→ Work instruction
Every record must be restated exactly. Drop the images.

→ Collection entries
══════════

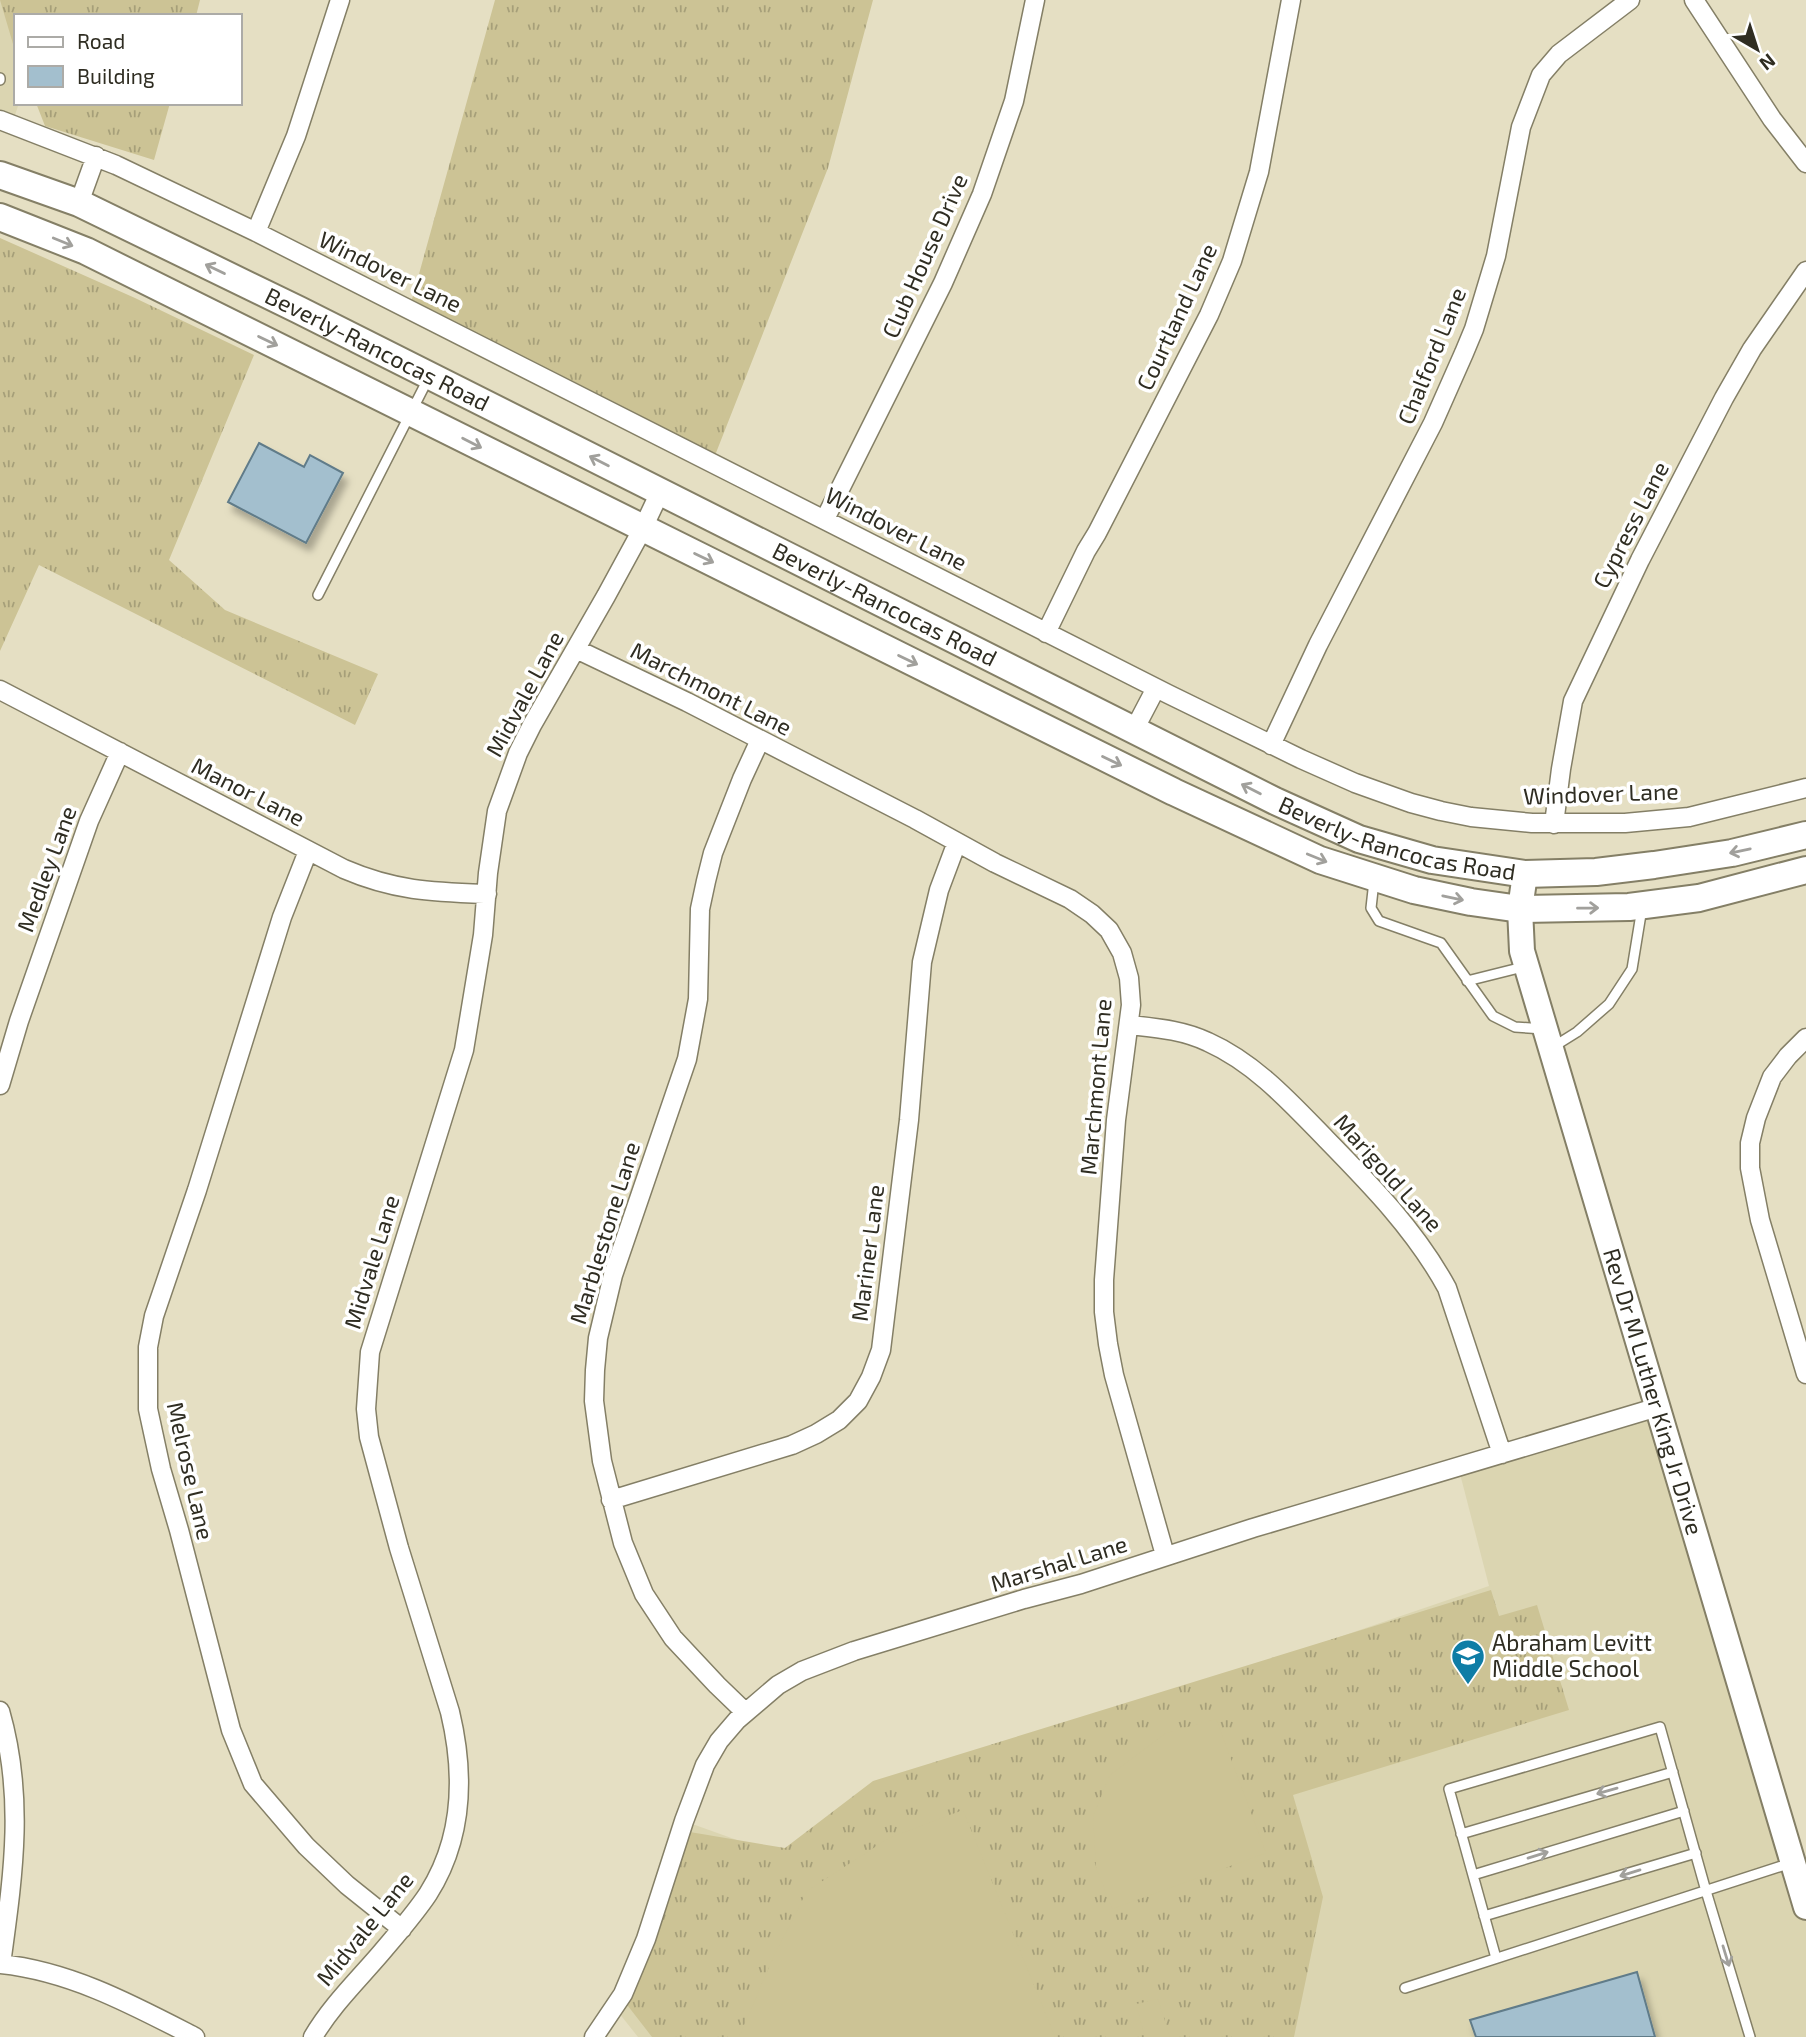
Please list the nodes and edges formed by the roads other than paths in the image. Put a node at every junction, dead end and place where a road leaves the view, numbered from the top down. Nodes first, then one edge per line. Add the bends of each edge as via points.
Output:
1 (340, 0) edge
2 (1035, 0) edge
3 (1291, 0) edge
4 (1630, 0) edge
5 (1694, 0) edge
6 (0, 120) edge
7 (96, 156) junction
8 (1806, 163) edge
9 (0, 175) edge
10 (79, 203) junction
11 (0, 217) edge
12 (256, 232) junction
13 (1806, 271) edge
14 (430, 376) junction
15 (411, 412) junction
16 (660, 492) junction
17 (825, 519) junction
18 (643, 528) junction
19 (318, 595) dead end
20 (1046, 632) junction
21 (576, 649) junction
22 (950, 680) junction
23 (1156, 688) junction
24 (0, 690) edge
25 (1134, 730) junction
26 (760, 740) junction
27 (1272, 745) junction
28 (120, 752) junction
29 (1806, 788) edge
30 (1554, 824) junction
31 (1806, 835) edge
32 (957, 842) junction
33 (308, 851) junction
34 (1806, 870) edge
35 (1525, 874) junction
36 (1375, 878) junction
37 (486, 894) junction
38 (1643, 905) junction
39 (1520, 909) junction
40 (1526, 967) junction
41 (1467, 981) junction
42 (1130, 1025) junction
43 (1806, 1038) edge
44 (1548, 1039) junction
45 (0, 1085) edge
46 (1806, 1374) edge
47 (1658, 1407) junction
48 (1503, 1454) junction
49 (611, 1500) junction
50 (1165, 1555) junction
51 (0, 1712) edge
52 (745, 1712) junction
53 (1673, 1772) junction
54 (1684, 1811) junction
55 (1461, 1834) junction
56 (1696, 1853) junction
57 (1793, 1863) junction
58 (1473, 1875) junction
59 (1706, 1891) junction
60 (1806, 1907) edge
61 (1484, 1916) junction
62 (402, 1929) junction
63 (1496, 1958) junction
64 (1, 1964) edge
65 (1405, 1988) dead end
66 (195, 2037) edge
67 (313, 2037) edge
68 (594, 2037) edge
69 (1750, 2037) edge

1 - 12 street via 292,146
2 - 17 street, Club House Drive via 1014,101 974,214
3 - 20 street, Courtland Lane via 1259,172 1232,261 1209,315
4 - 27 street, Chalford Lane via 1559,54 1541,75 1521,127 1496,256 1474,329 1433,423 1318,645
5 - 8 street
6 - 7 street, Windover Lane
7 - 10 street
7 - 12 street, Windover Lane
9 - 10 main road, Beverly-Rancocas Road
14 -> 10 main road, Beverly-Rancocas Road
11 -> 15 main road, Beverly-Rancocas Road via 86,251
12 - 17 street, Windover Lane
13 - 30 street, Cypress Lane via 1724,398 1573,701
14 - 15 lane
16 -> 14 main road, Beverly-Rancocas Road
15 -> 18 main road, Beverly-Rancocas Road
15 - 19 lane
16 - 18 street, Midvale Lane
16 - 25 main road, Beverly-Rancocas Road
17 - 20 street, Windover Lane
18 - 21 street, Midvale Lane
18 -> 22 main road, Beverly-Rancocas Road
20 - 23 street, Windover Lane
21 - 26 street, Marchmont Lane
21 - 37 street, Midvale Lane via 517,753 497,811
22 - 25 main road via 976,676 1000,681 1093,728 1114,733
22 -> 36 main road, Beverly-Rancocas Road via 1308,855
23 - 25 street
23 - 27 street, Windover Lane
24 - 28 street, Manor Lane
35 -> 25 main road, Beverly-Rancocas Road via 1432,860 1359,839
26 - 32 street, Marchmont Lane
26 - 49 street, Marblestone Lane via 713,852 700,909 698,999 687,1059 613,1275 598,1338 594,1401
27 - 30 street, Windover Lane via 1355,783 1441,811
28 - 33 street, Manor Lane
28 - 45 street, Medley Lane via 89,821
29 - 30 street, Windover Lane via 1689,817
31 -> 35 main road, Beverly-Rancocas Road via 1654,865
32 - 42 street, Marchmont Lane via 1070,899 1109,930 1129,978
32 - 49 street, Mariner Lane via 939,890 922,962 909,1120 881,1350 872,1377 858,1401 816,1434
33 - 37 street, Manor Lane via 387,885 446,894
33 - 62 street, Melrose Lane via 282,917 155,1317 148,1347 148,1409 232,1730 253,1784 306,1846
34 - 38 main road, Beverly-Rancocas Road via 1699,898
35 - 39 street, Rev Dr M Luther King Jr Drive
36 -> 39 main road, Beverly-Rancocas Road via 1414,890
36 - 41 lane via 1371,908 1379,921 1441,943
37 - 62 street, Midvale Lane via 464,1050 378,1324 367,1382 369,1437 450,1712 460,1786 444,1862
39 -> 38 main road, Beverly-Rancocas Road
38 - 44 lane via 1632,969 1609,1004 1577,1032
39 - 40 street, Rev Dr M Luther King Jr Drive
40 - 41 lane
40 - 44 street, Rev Dr M Luther King Jr Drive
41 - 44 lane via 1493,1016
42 - 48 street, Marigold Lane via 1171,1029 1226,1051 1300,1112 1381,1196 1418,1241 1447,1288
42 - 50 street, Marchmont Lane via 1115,1120 1104,1312 1114,1375
43 - 46 street via 1772,1077 1750,1143 1760,1220
44 - 47 street, Rev Dr M Luther King Jr Drive
47 - 48 street, Marshal Lane
47 - 57 street, Rev Dr M Luther King Jr Drive
48 - 50 street, Marshal Lane
49 - 52 street, Marblestone Lane via 633,1569 658,1617 688,1656
50 - 52 street, Marshal Lane via 827,1660 778,1685
51 - 64 street via 16,1801
52 - 68 street, Marshal Lane via 705,1765 638,1958 623,1994
53 - 54 lane
53 -> 55 lane
53 - 55 lane via 1660,1727 1594,1746 1449,1789
54 - 56 lane
58 -> 54 lane
55 - 58 lane
56 - 59 lane
56 -> 61 lane
57 - 59 lane
57 - 60 street, Rev Dr M Luther King Jr Drive
58 - 61 lane
59 - 63 lane
59 -> 69 lane
61 - 63 lane
62 - 67 street, Midvale Lane
63 - 65 lane
64 - 66 street via 28,1967 110,1994

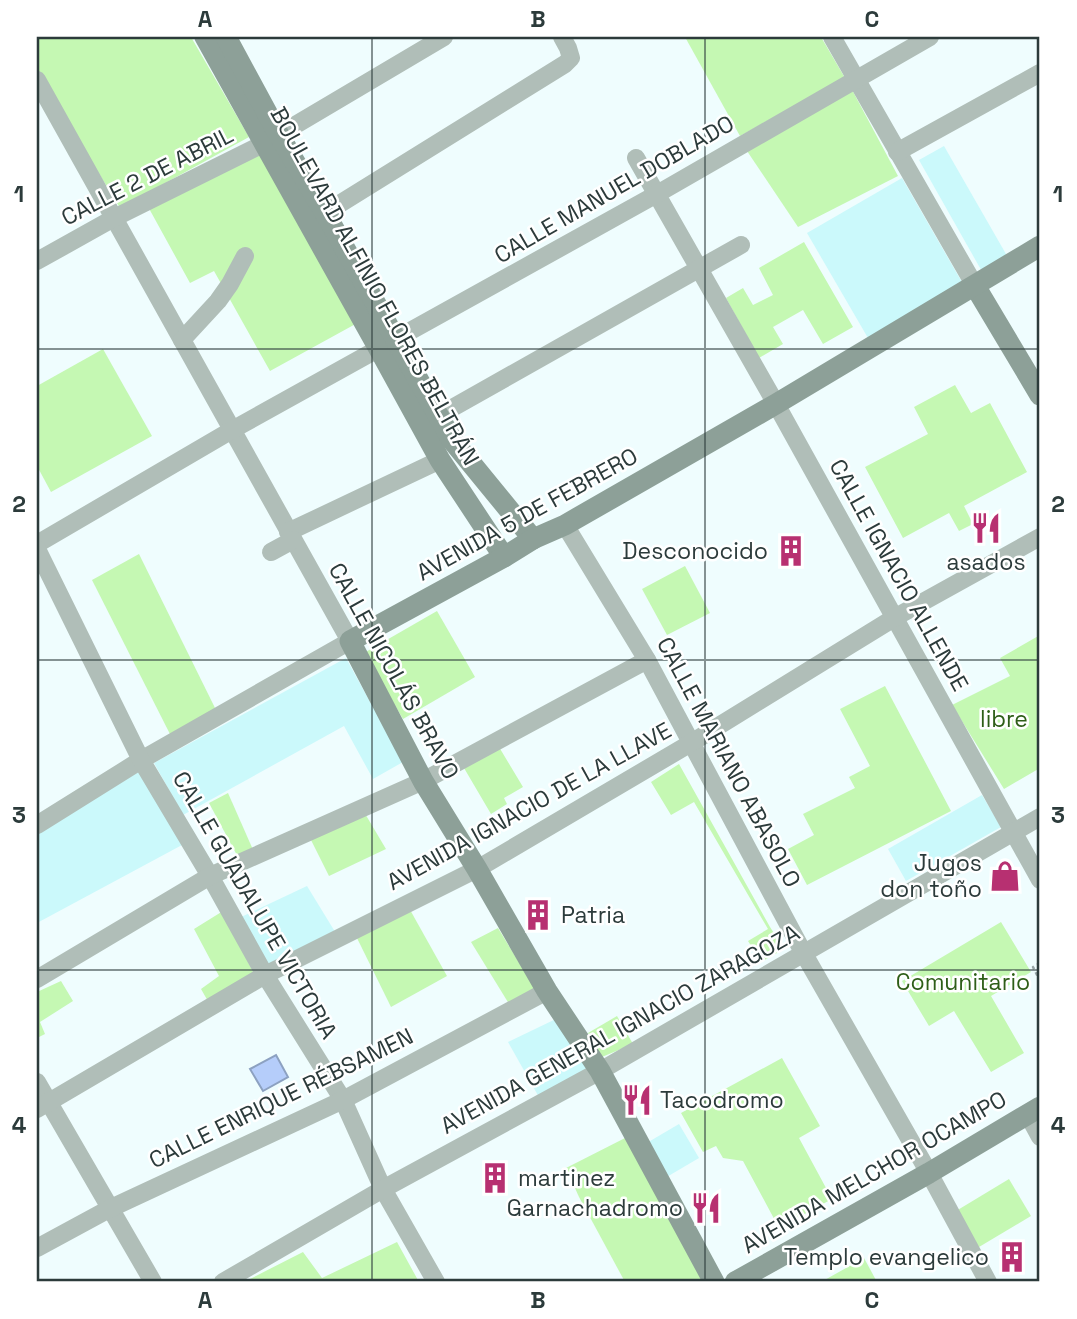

══════════

→ Answer to the exercise
Please list the nodes and edges formed by the roads other than paths in the image. Put a node at every junction, dead end and place where a road leaves the view, numbered from the top down. Nodes first, then one edge per line. Add the bends of each edge as via points.
Output:
1 (340, 0) edge
2 (1035, 0) edge
3 (1291, 0) edge
4 (1630, 0) edge
5 (1694, 0) edge
6 (0, 120) edge
7 (96, 156) junction
8 (1806, 163) edge
9 (0, 175) edge
10 (79, 203) junction
11 (0, 217) edge
12 (256, 232) junction
13 (1806, 271) edge
14 (430, 376) junction
15 (411, 412) junction
16 (660, 492) junction
17 (825, 519) junction
18 (643, 528) junction
19 (318, 595) dead end
20 (1046, 632) junction
21 (576, 649) junction
22 (950, 680) junction
23 (1156, 688) junction
24 (0, 690) edge
25 (1134, 730) junction
26 (760, 740) junction
27 (1272, 745) junction
28 (120, 752) junction
29 (1806, 788) edge
30 (1554, 824) junction
31 (1806, 835) edge
32 (957, 842) junction
33 (308, 851) junction
34 (1806, 870) edge
35 (1525, 874) junction
36 (1375, 878) junction
37 (486, 894) junction
38 (1643, 905) junction
39 (1520, 909) junction
40 (1526, 967) junction
41 (1467, 981) junction
42 (1130, 1025) junction
43 (1806, 1038) edge
44 (1548, 1039) junction
45 (0, 1085) edge
46 (1806, 1374) edge
47 (1658, 1407) junction
48 (1503, 1454) junction
49 (611, 1500) junction
50 (1165, 1555) junction
51 (0, 1712) edge
52 (745, 1712) junction
53 (1673, 1772) junction
54 (1684, 1811) junction
55 (1461, 1834) junction
56 (1696, 1853) junction
57 (1793, 1863) junction
58 (1473, 1875) junction
59 (1706, 1891) junction
60 (1806, 1907) edge
61 (1484, 1916) junction
62 (402, 1929) junction
63 (1496, 1958) junction
64 (1, 1964) edge
65 (1405, 1988) dead end
66 (195, 2037) edge
67 (313, 2037) edge
68 (594, 2037) edge
69 (1750, 2037) edge

1 - 12 street via 292,146
2 - 17 street, Club House Drive via 1014,101 974,214
3 - 20 street, Courtland Lane via 1259,172 1232,261 1209,315
4 - 27 street, Chalford Lane via 1559,54 1541,75 1521,127 1496,256 1474,329 1433,423 1318,645
5 - 8 street
6 - 7 street, Windover Lane
7 - 10 street
7 - 12 street, Windover Lane
9 - 10 main road, Beverly-Rancocas Road
14 -> 10 main road, Beverly-Rancocas Road
11 -> 15 main road, Beverly-Rancocas Road via 86,251
12 - 17 street, Windover Lane
13 - 30 street, Cypress Lane via 1724,398 1573,701
14 - 15 lane
16 -> 14 main road, Beverly-Rancocas Road
15 -> 18 main road, Beverly-Rancocas Road
15 - 19 lane
16 - 18 street, Midvale Lane
16 - 25 main road, Beverly-Rancocas Road
17 - 20 street, Windover Lane
18 - 21 street, Midvale Lane
18 -> 22 main road, Beverly-Rancocas Road
20 - 23 street, Windover Lane
21 - 26 street, Marchmont Lane
21 - 37 street, Midvale Lane via 517,753 497,811
22 - 25 main road via 976,676 1000,681 1093,728 1114,733
22 -> 36 main road, Beverly-Rancocas Road via 1308,855
23 - 25 street
23 - 27 street, Windover Lane
24 - 28 street, Manor Lane
35 -> 25 main road, Beverly-Rancocas Road via 1432,860 1359,839
26 - 32 street, Marchmont Lane
26 - 49 street, Marblestone Lane via 713,852 700,909 698,999 687,1059 613,1275 598,1338 594,1401
27 - 30 street, Windover Lane via 1355,783 1441,811
28 - 33 street, Manor Lane
28 - 45 street, Medley Lane via 89,821
29 - 30 street, Windover Lane via 1689,817
31 -> 35 main road, Beverly-Rancocas Road via 1654,865
32 - 42 street, Marchmont Lane via 1070,899 1109,930 1129,978
32 - 49 street, Mariner Lane via 939,890 922,962 909,1120 881,1350 872,1377 858,1401 816,1434
33 - 37 street, Manor Lane via 387,885 446,894
33 - 62 street, Melrose Lane via 282,917 155,1317 148,1347 148,1409 232,1730 253,1784 306,1846
34 - 38 main road, Beverly-Rancocas Road via 1699,898
35 - 39 street, Rev Dr M Luther King Jr Drive
36 -> 39 main road, Beverly-Rancocas Road via 1414,890
36 - 41 lane via 1371,908 1379,921 1441,943
37 - 62 street, Midvale Lane via 464,1050 378,1324 367,1382 369,1437 450,1712 460,1786 444,1862
39 -> 38 main road, Beverly-Rancocas Road
38 - 44 lane via 1632,969 1609,1004 1577,1032
39 - 40 street, Rev Dr M Luther King Jr Drive
40 - 41 lane
40 - 44 street, Rev Dr M Luther King Jr Drive
41 - 44 lane via 1493,1016
42 - 48 street, Marigold Lane via 1171,1029 1226,1051 1300,1112 1381,1196 1418,1241 1447,1288
42 - 50 street, Marchmont Lane via 1115,1120 1104,1312 1114,1375
43 - 46 street via 1772,1077 1750,1143 1760,1220
44 - 47 street, Rev Dr M Luther King Jr Drive
47 - 48 street, Marshal Lane
47 - 57 street, Rev Dr M Luther King Jr Drive
48 - 50 street, Marshal Lane
49 - 52 street, Marblestone Lane via 633,1569 658,1617 688,1656
50 - 52 street, Marshal Lane via 827,1660 778,1685
51 - 64 street via 16,1801
52 - 68 street, Marshal Lane via 705,1765 638,1958 623,1994
53 - 54 lane
53 -> 55 lane
53 - 55 lane via 1660,1727 1594,1746 1449,1789
54 - 56 lane
58 -> 54 lane
55 - 58 lane
56 - 59 lane
56 -> 61 lane
57 - 59 lane
57 - 60 street, Rev Dr M Luther King Jr Drive
58 - 61 lane
59 - 63 lane
59 -> 69 lane
61 - 63 lane
62 - 67 street, Midvale Lane
63 - 65 lane
64 - 66 street via 28,1967 110,1994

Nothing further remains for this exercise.